Ziobro zły! Usłyszał TE słowa Tuska, złapał za klawiaturę i wysmażył pełen oburzenia wpis. „Cyniczny oszust”

screen/ wPolsce24
Zbigniew Ziobro usłyszał wypowiedź Donalda Tuska na temat zmiany na stanowisku ministra sprawiedliwości. Szybko złapał za klawiaturę i wysmażył emocjonalny wpis.
Tusk o zmianach w ministerstwie sprawiedliwości
Donald Tusk był gościem podcastu „WojewódzkiKędzierski”. W obszernej rozmowie poruszono wiele tematów: od problemów w koalicji, przez sekretne spotkania Szymona Hołowni z Jarosławem Kaczyńskim, przez prezesa PiS aż do praworządności i rozliczeń rządów Prawa i Sprawiedliwości.

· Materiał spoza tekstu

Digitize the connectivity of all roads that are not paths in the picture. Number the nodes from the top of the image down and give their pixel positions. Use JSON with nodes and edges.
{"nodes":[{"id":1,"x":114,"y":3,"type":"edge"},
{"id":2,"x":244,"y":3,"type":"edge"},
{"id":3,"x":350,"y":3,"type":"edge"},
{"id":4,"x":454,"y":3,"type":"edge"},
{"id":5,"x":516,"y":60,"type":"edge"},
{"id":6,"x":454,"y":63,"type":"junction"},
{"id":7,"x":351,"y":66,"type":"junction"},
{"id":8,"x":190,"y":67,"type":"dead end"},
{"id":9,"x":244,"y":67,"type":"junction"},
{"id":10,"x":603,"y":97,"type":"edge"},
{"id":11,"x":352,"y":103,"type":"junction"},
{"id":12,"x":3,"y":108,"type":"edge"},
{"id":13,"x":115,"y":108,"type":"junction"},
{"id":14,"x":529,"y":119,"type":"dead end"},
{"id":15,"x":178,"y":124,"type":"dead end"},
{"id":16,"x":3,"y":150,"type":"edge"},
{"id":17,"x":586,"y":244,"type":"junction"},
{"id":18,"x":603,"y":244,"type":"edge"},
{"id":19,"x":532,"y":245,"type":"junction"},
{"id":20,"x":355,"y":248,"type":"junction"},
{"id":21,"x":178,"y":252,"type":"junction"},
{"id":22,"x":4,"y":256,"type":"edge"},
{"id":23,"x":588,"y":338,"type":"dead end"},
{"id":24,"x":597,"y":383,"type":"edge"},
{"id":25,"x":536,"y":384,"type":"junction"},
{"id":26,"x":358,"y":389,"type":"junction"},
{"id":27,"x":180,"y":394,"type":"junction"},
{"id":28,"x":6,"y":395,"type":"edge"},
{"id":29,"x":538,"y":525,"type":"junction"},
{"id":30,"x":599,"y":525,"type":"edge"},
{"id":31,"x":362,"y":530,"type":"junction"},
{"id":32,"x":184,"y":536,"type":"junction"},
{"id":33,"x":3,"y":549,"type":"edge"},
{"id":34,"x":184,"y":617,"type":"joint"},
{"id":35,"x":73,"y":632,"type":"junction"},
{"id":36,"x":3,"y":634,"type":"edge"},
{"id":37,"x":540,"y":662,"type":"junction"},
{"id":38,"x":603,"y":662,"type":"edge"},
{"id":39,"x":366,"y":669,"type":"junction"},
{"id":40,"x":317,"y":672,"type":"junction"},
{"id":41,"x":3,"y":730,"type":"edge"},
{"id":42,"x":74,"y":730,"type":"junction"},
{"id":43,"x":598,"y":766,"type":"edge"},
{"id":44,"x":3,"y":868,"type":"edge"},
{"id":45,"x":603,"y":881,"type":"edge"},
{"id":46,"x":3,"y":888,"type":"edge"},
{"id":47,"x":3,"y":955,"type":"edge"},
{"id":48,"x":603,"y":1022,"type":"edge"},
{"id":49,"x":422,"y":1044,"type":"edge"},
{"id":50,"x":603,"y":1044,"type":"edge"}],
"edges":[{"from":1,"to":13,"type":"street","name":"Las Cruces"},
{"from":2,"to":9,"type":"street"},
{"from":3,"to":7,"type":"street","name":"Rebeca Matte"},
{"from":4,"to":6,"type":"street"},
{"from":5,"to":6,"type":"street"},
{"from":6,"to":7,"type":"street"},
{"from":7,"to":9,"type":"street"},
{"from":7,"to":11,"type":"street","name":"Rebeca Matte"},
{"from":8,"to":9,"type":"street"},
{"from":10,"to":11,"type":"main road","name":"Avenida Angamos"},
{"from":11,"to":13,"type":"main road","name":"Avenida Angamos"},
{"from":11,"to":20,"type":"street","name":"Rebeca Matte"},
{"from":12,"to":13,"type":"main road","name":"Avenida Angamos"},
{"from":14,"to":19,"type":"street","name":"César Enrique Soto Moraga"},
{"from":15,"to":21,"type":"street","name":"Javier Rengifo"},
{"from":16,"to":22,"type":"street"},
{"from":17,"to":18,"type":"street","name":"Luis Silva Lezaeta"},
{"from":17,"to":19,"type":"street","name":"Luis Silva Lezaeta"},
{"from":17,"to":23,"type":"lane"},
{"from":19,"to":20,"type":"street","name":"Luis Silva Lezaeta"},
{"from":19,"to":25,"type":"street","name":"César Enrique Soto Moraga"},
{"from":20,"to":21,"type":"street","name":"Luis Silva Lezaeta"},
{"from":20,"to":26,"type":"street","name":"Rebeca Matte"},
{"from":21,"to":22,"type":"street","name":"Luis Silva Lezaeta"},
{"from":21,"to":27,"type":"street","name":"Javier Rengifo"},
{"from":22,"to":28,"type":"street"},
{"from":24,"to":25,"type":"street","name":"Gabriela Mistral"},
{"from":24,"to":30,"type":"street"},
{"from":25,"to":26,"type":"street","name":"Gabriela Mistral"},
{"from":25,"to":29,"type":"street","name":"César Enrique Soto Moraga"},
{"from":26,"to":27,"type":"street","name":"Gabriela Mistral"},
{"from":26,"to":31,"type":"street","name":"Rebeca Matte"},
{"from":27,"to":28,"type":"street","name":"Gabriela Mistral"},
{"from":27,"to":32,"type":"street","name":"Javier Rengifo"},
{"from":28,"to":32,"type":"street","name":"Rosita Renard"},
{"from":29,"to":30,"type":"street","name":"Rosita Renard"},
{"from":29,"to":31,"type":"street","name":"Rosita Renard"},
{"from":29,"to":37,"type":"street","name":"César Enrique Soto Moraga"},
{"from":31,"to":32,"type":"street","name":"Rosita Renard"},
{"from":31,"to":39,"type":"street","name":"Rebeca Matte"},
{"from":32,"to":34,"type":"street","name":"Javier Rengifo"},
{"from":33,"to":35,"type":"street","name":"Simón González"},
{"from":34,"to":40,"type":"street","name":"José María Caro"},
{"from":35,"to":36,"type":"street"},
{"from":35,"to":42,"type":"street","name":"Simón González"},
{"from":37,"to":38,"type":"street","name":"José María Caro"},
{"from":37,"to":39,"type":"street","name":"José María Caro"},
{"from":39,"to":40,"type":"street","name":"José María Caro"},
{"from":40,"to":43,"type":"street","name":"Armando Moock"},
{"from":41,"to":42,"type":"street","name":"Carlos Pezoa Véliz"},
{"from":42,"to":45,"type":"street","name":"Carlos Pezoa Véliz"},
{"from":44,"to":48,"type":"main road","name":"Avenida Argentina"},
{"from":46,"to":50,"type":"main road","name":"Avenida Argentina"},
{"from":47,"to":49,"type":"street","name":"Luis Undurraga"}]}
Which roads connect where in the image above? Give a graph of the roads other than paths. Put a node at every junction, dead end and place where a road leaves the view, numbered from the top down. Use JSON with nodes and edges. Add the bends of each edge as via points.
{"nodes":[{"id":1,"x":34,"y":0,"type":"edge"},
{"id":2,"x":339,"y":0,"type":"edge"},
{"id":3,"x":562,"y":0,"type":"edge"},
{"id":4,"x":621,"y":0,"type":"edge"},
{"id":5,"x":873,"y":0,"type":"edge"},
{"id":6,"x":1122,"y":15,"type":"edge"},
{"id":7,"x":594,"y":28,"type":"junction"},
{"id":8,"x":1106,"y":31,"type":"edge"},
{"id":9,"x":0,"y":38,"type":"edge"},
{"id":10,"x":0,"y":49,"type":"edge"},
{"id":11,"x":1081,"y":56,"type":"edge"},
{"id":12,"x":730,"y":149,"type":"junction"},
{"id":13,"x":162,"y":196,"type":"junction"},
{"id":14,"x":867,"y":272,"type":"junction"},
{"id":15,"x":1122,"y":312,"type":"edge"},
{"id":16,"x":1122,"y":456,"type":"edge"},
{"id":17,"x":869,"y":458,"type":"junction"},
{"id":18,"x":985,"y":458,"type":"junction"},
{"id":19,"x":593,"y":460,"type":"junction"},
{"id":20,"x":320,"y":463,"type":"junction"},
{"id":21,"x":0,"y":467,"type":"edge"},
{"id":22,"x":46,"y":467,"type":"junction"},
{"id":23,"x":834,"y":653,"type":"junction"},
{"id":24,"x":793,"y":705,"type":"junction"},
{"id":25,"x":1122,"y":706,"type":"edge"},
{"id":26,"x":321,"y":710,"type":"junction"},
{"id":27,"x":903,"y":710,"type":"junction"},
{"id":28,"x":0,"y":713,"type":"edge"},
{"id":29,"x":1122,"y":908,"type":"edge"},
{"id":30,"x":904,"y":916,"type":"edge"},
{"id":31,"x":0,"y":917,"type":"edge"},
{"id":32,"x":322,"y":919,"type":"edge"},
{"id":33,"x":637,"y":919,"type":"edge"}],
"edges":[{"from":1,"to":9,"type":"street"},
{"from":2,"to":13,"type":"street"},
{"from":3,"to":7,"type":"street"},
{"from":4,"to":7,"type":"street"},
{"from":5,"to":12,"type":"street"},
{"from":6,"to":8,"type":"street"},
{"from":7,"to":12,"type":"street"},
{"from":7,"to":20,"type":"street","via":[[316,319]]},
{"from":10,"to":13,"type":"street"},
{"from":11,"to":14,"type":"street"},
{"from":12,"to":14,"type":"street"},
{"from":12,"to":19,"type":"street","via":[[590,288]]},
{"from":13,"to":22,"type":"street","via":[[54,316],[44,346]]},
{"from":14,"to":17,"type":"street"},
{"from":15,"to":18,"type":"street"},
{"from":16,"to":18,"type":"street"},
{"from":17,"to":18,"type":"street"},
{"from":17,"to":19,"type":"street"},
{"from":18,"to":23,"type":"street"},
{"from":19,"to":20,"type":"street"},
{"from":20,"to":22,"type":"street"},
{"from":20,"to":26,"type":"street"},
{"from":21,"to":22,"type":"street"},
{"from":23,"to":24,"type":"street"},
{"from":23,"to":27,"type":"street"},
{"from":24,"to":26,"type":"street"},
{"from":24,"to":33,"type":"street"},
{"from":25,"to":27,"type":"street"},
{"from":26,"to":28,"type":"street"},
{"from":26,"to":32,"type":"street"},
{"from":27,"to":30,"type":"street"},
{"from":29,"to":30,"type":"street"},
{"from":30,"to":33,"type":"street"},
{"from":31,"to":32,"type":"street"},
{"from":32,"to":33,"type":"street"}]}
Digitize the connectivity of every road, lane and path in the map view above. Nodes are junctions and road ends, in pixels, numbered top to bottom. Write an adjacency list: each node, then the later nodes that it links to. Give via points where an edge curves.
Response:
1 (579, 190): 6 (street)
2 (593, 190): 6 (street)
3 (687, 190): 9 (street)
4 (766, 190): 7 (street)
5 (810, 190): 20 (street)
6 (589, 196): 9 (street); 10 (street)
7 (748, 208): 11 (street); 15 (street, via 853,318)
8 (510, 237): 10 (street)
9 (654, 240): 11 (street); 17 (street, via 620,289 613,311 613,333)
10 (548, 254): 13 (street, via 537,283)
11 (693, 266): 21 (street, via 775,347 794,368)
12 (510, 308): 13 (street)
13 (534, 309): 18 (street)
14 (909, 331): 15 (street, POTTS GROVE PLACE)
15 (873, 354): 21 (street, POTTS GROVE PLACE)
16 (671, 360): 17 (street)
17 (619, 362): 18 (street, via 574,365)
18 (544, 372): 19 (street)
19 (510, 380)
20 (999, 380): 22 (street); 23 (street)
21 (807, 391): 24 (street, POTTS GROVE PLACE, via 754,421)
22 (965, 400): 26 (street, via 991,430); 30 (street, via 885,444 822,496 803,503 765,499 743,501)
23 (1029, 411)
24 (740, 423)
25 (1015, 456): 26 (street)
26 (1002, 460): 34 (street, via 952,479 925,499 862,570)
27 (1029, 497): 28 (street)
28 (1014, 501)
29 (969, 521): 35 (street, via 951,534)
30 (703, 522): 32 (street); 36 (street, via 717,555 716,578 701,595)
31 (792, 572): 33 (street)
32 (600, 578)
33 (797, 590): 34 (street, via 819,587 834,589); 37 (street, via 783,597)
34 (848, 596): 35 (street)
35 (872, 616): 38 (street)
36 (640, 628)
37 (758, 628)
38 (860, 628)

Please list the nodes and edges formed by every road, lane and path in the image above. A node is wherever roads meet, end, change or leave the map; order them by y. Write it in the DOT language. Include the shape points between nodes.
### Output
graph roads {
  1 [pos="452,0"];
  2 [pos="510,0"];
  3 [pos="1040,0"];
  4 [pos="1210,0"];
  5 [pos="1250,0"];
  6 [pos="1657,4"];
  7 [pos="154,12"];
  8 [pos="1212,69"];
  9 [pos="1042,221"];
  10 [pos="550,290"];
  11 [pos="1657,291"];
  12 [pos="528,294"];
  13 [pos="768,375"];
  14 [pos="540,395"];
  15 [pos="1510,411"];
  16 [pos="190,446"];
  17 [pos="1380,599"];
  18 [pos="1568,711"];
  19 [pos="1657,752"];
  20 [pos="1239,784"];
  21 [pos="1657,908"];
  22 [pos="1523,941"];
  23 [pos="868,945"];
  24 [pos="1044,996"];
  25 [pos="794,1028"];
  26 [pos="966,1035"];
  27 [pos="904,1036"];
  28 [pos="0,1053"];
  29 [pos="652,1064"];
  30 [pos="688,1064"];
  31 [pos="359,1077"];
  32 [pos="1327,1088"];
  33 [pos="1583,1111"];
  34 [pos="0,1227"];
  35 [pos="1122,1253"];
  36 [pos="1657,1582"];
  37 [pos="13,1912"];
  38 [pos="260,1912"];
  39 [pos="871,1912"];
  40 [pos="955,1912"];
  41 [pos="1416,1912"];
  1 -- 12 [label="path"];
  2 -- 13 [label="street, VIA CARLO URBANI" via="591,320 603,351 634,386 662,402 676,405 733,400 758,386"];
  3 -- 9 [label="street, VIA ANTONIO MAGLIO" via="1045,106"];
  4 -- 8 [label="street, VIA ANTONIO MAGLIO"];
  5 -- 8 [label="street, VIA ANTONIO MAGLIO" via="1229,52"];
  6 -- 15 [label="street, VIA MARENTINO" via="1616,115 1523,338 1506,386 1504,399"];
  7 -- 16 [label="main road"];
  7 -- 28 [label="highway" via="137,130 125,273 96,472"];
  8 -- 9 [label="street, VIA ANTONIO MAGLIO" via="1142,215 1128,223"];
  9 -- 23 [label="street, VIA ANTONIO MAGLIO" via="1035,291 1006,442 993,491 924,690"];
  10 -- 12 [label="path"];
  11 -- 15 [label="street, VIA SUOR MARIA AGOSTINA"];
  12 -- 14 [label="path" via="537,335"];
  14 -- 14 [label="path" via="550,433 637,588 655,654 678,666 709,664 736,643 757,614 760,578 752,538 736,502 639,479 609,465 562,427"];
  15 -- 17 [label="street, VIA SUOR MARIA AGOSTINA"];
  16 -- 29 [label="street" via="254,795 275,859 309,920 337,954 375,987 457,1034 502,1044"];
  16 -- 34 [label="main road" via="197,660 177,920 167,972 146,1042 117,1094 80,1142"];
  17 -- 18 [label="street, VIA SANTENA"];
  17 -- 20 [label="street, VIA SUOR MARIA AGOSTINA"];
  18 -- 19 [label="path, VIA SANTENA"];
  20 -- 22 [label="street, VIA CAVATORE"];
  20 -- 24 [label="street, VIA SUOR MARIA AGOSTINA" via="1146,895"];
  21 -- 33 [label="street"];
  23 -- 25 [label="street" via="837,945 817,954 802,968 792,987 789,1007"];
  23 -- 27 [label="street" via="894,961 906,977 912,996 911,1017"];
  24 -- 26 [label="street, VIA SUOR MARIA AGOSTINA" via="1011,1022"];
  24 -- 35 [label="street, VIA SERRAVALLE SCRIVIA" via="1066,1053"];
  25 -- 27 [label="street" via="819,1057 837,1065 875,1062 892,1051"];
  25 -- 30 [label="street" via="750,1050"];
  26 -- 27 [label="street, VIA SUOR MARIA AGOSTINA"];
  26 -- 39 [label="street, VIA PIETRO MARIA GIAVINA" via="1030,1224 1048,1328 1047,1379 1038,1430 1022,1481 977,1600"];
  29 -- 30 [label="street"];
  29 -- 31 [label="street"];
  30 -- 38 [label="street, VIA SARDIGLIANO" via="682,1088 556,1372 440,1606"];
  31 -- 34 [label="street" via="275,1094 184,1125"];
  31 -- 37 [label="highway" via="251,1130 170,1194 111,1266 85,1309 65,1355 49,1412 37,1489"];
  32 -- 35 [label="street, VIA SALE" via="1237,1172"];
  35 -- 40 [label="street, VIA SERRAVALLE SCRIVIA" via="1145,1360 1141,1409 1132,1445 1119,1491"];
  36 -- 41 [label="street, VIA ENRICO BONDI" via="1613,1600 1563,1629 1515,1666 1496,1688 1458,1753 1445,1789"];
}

– Przez dwa lata w tym najbardziej spektakularnym miejscu, jakim jest Ministerstwo Sprawiedliwości, mieliśmy ministra z którego jestem dumny. Adam Bodnar naprawdę wierzył w to, że da się w Polsce cywilizowanymi metodami przywrócić cywilizację prawną i okazało się, że to nieprawda – wskazał Tusk. – Szukamy różnych sposobów. Tutaj minister Żurek jest naprawdę kreatywny. To jest bardzo odważny człowiek – mówił premier o Waldemarze Żurku, który zastąpił na czele resortu sprawiedliwości Adama Bodnara. Nazwał go „myśliwym”, który ma motywację i chce rozliczyć PiS.
Ziobro grzmi
Gdy Zbigniew Ziobro zapoznał się z tą wypowiedzią Tuska, aż złapał za klawiaturę i wysmażył obszerny wpis na platformie X.
– Tusk chyba powoli politycznie niedołężnieje, bo ma coraz częściej nagłe napady prawdomówności. A to na spotkaniu z wyborcami przyznał, że spełnił tylko 1/3 swoich obietnic i więcej nie zamierza. A to teraz przyznał, że nie chce już „cywilizowanymi metodami” rozliczać opozycji, dlatego sięgnął po Żurka – napisał Ziobro. I tylko się nakręcił. – Człowieka od „zaufanych sędziów”, który łamiąc prawo, usuwa legalnych prezesów sądów, odsuwa „niepewnych” od orzekania, a zasadę losowości zastąpił telefonem z gabinetu. To nie reforma, a recydywa PRL – gdy sądy wysługiwały się władzy, a wyroki pisała polityka. Tusk jest patologicznie cynicznym oszustem, dziś tylko przestał to ukrywać… – pisał dalej, aż czuć złość, z jaką wystukiwał te słowa na klawiaturze.
Tusk chyba powoli politycznie niedołężnieje, bo ma coraz częściej nagłe napady prawdomówności. A to na spotkaniu z wyborcami przyznał, że spełnił tylko 1/3 swoich obietnic i więcej nie zamierza. A to teraz przyznał, że nie chce już „cywilizowanymi metodami” rozliczać opozycji,… https://t.co/HqS0eliYaC
— Zbigniew Ziobro | SP (@ZiobroPL) October 18, 2025
Nie ma wątpliwości, że minister Żurek stał się jedną z najbardziej znienawidzonych osób przy Nowogrodzkiej. Ewidentnie jest to objaw strachu, że nowy minister skuteczniej zajmie się rozliczeniami afer rządu Zjednoczonej Prawicy. Teraz trwa wyścig z czasem – politycy PiS wierzą, że przetrwają dwa lata, a po kolejnych wyborach przejmą władzę.